When I came to Rochester to attend RIT the entire school was located on the edge of the downtown business district. The dorms, academic areas, gym and many of the cafes, restaurants, taverns, banks, theaters and specialty retail shops catered to students needs. If 490 hadn’t bisected the campus, what would downtown look like today? MCC just built a number of new dorms at the Brighton Campus. If MCC were to locate the new campus in the Sibley building, additional dorms space could be created in some of the vacant portions of the tower. That alone would change the downtown area into a youth centric, vibrant focal point. I can’t think of anything better for a student than commuting via elevator to class. I can envision a computer center and bookstore, restaurants and cafes on the first floor. Close proximity to the central library, East End attractions, Blue Cross Arena would be located in one concentrated area. I can also envision part of the underground garage under the old midtown complex providing parking and even a bridge across Main Street into the Sibley building. It’s possible if we take a long view. It would be a shame if the MCC Board bought the Kodak property, which may be, in the future more suitable for light industrial or commercial use requiring expansion, and generate tax revenue. The Kodak property is cut off from downtown by the Inner Loop and railroad. Upon reflection, public safety concerns also exist in the area surrounding Kodak Office complex. Much of the negative perception of downtown can be addressed by a police substation and greater attention to improved security. We need to build a critical mass of activity downtown before expanding any major development beyond the inner loop. There is an opportunity here for Mayor Richards to demonstrate his political and leadership chops by collaborating with MCC and the County to work out an attractive deal. Perhaps tap into additional state, federal and private money to make the Sibley site the most attractive alternative.

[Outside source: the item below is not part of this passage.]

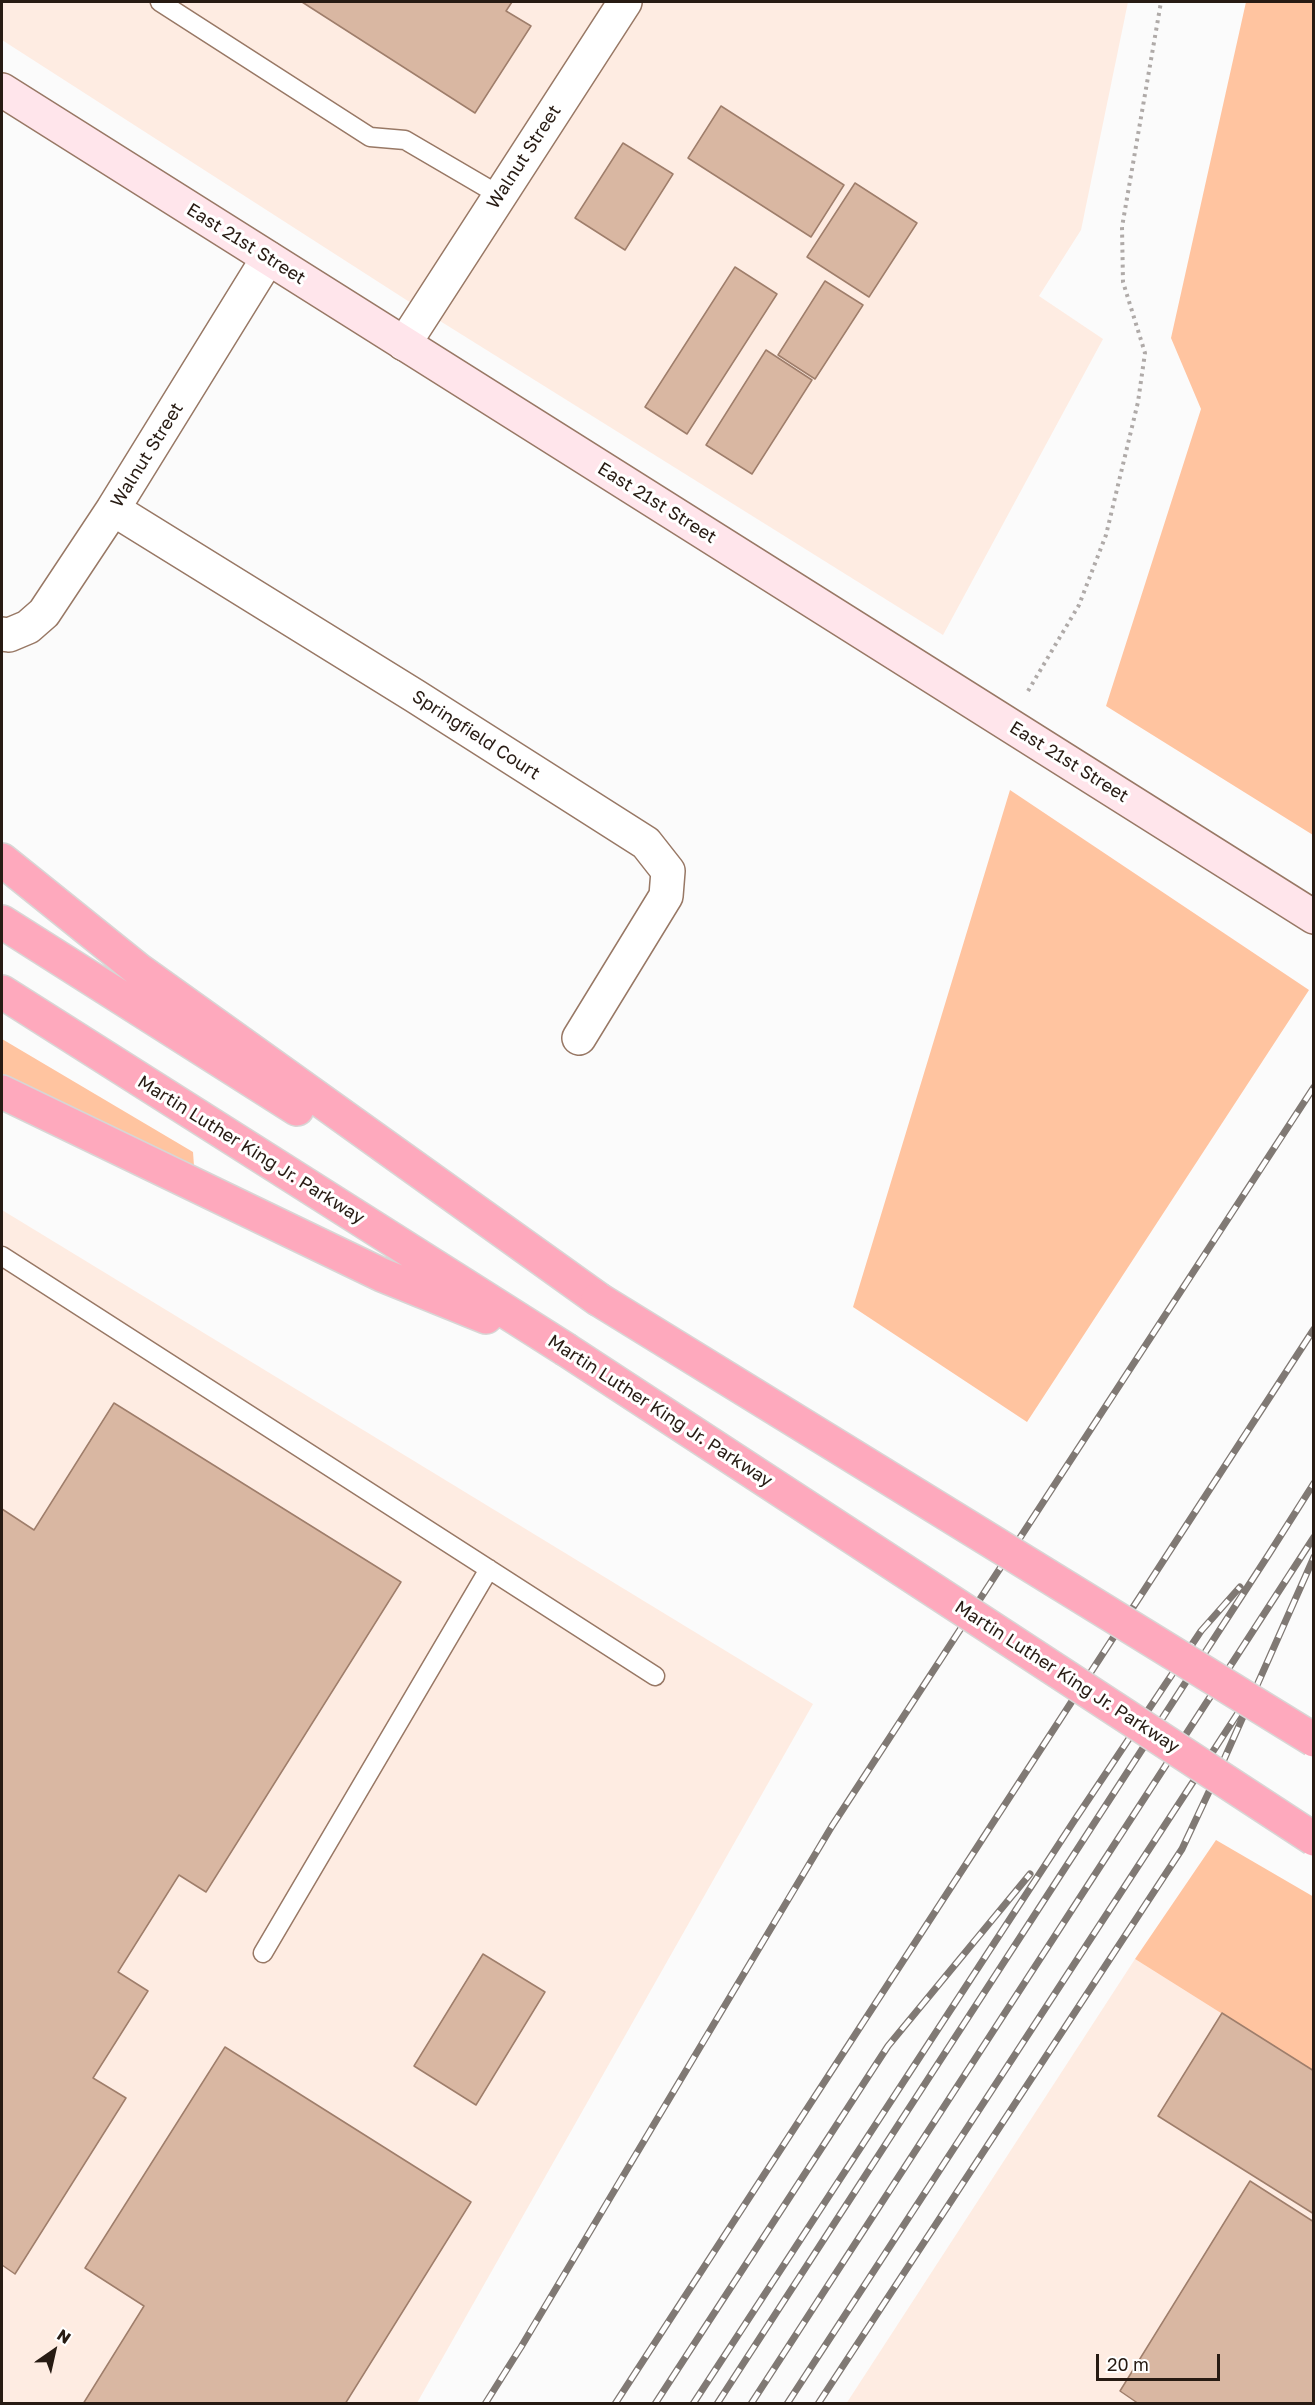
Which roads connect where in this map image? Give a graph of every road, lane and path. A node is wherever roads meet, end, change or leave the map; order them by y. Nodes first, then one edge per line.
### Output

—Frank Orienter, Rochester

As a city resident, I fully support Mayor Richards’ lobbying efforts for the Sibley Building to become the permanent home of MCC. The majority suburban-dwelling MCC board members are using the all-too-familiar fear-inducing rallying cry of "downtown is dangerous." This is Suburban Racist code for: "Black People and Poor People are Downtown, and we don't want to have to rub elbows with THOSE kinds of people." This is myth. I have lived in, worked in and enjoyed the city, including downtown, all my adult life. I have never been attacked, groped, raped, had my home or vehicle broken into or had any bad thing happen to me in 40 years. The truth is, there is NO ONE downtown. It's vacant. What this ultimately comes down to is MONEY. That the suburban-dwelling wealthy developers stand to gain the biggest advantage by cutting deals and rehabbing the Kodak buildings would be my guess for their choice.
—Eve Elzenga, Rochester resident, Eve Elzenga Design 

Does the county really have $72 million to spend? Or the state? Is it mandatory that MCC expands?